PROBLEM REQUIREMENTS:
The lines below must be transcribed exactly as given, with the images removed.
[RECORDS SUPPLIED Boundary: Start]
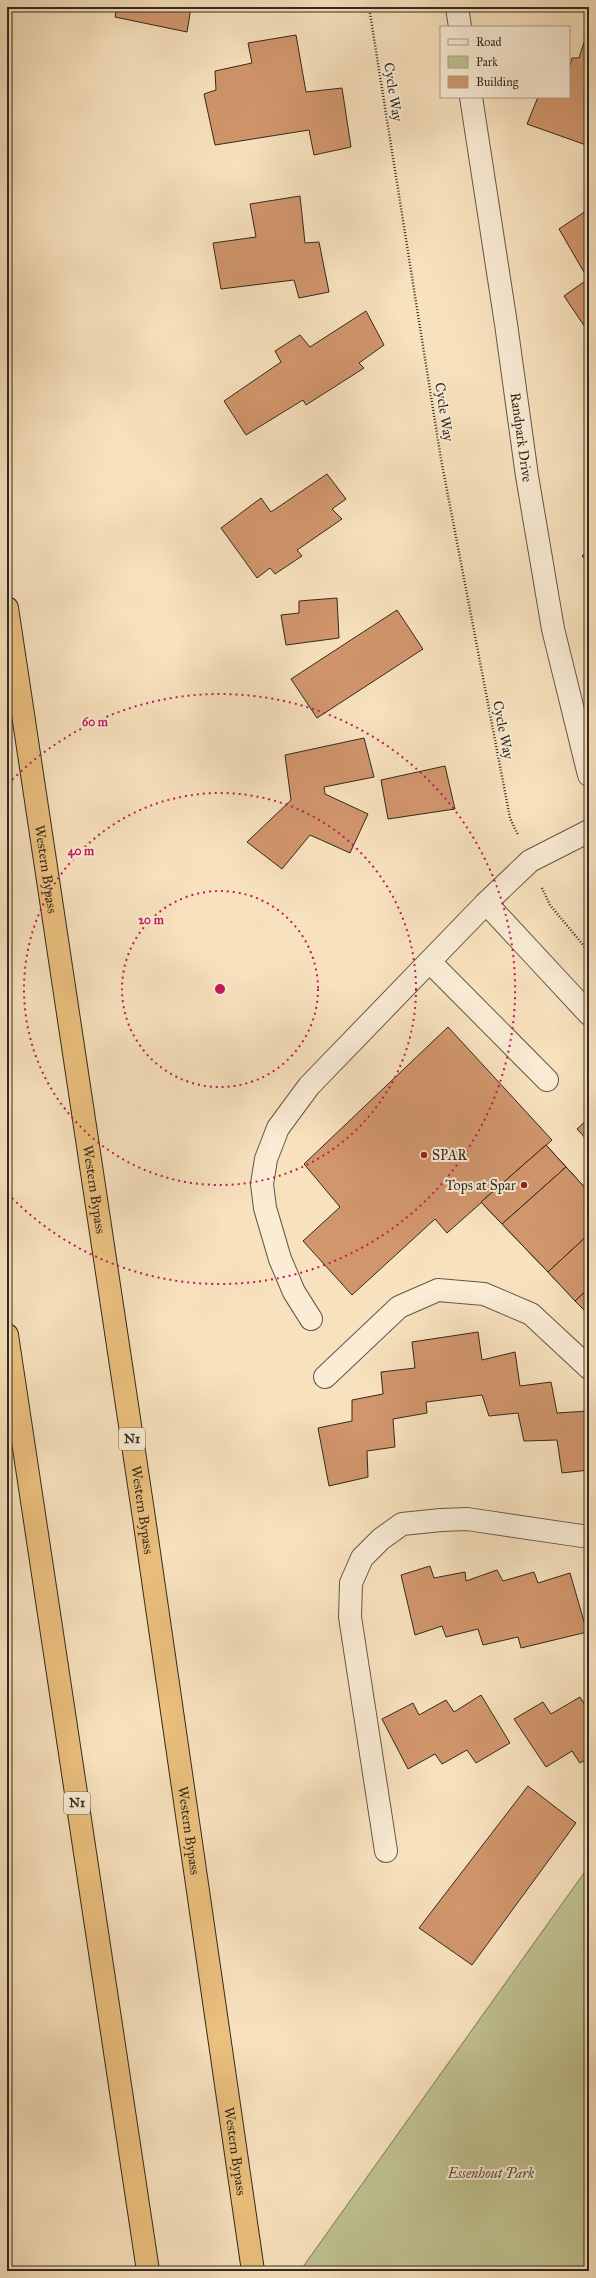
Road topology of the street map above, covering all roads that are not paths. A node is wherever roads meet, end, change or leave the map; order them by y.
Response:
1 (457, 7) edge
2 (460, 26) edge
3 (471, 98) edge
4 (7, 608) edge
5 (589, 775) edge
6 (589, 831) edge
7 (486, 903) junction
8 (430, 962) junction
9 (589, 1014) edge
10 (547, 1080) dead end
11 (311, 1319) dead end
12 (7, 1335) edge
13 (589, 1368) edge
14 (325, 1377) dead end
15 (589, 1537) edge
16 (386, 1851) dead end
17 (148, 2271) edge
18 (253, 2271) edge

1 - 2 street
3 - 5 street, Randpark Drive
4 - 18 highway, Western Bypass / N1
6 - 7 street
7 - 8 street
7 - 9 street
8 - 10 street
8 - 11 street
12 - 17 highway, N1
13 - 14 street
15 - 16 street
[RECORDS SUPPLIED Boundary: End]
RESPONSE AREA:
Road topology of the street map above, covering all roads that are not paths. A node is wherever roads meet, end, change or leave the map; order them by y.
Response:
1 (457, 7) edge
2 (460, 26) edge
3 (471, 98) edge
4 (7, 608) edge
5 (589, 775) edge
6 (589, 831) edge
7 (486, 903) junction
8 (430, 962) junction
9 (589, 1014) edge
10 (547, 1080) dead end
11 (311, 1319) dead end
12 (7, 1335) edge
13 (589, 1368) edge
14 (325, 1377) dead end
15 (589, 1537) edge
16 (386, 1851) dead end
17 (148, 2271) edge
18 (253, 2271) edge

1 - 2 street
3 - 5 street, Randpark Drive
4 - 18 highway, Western Bypass / N1
6 - 7 street
7 - 8 street
7 - 9 street
8 - 10 street
8 - 11 street
12 - 17 highway, N1
13 - 14 street
15 - 16 street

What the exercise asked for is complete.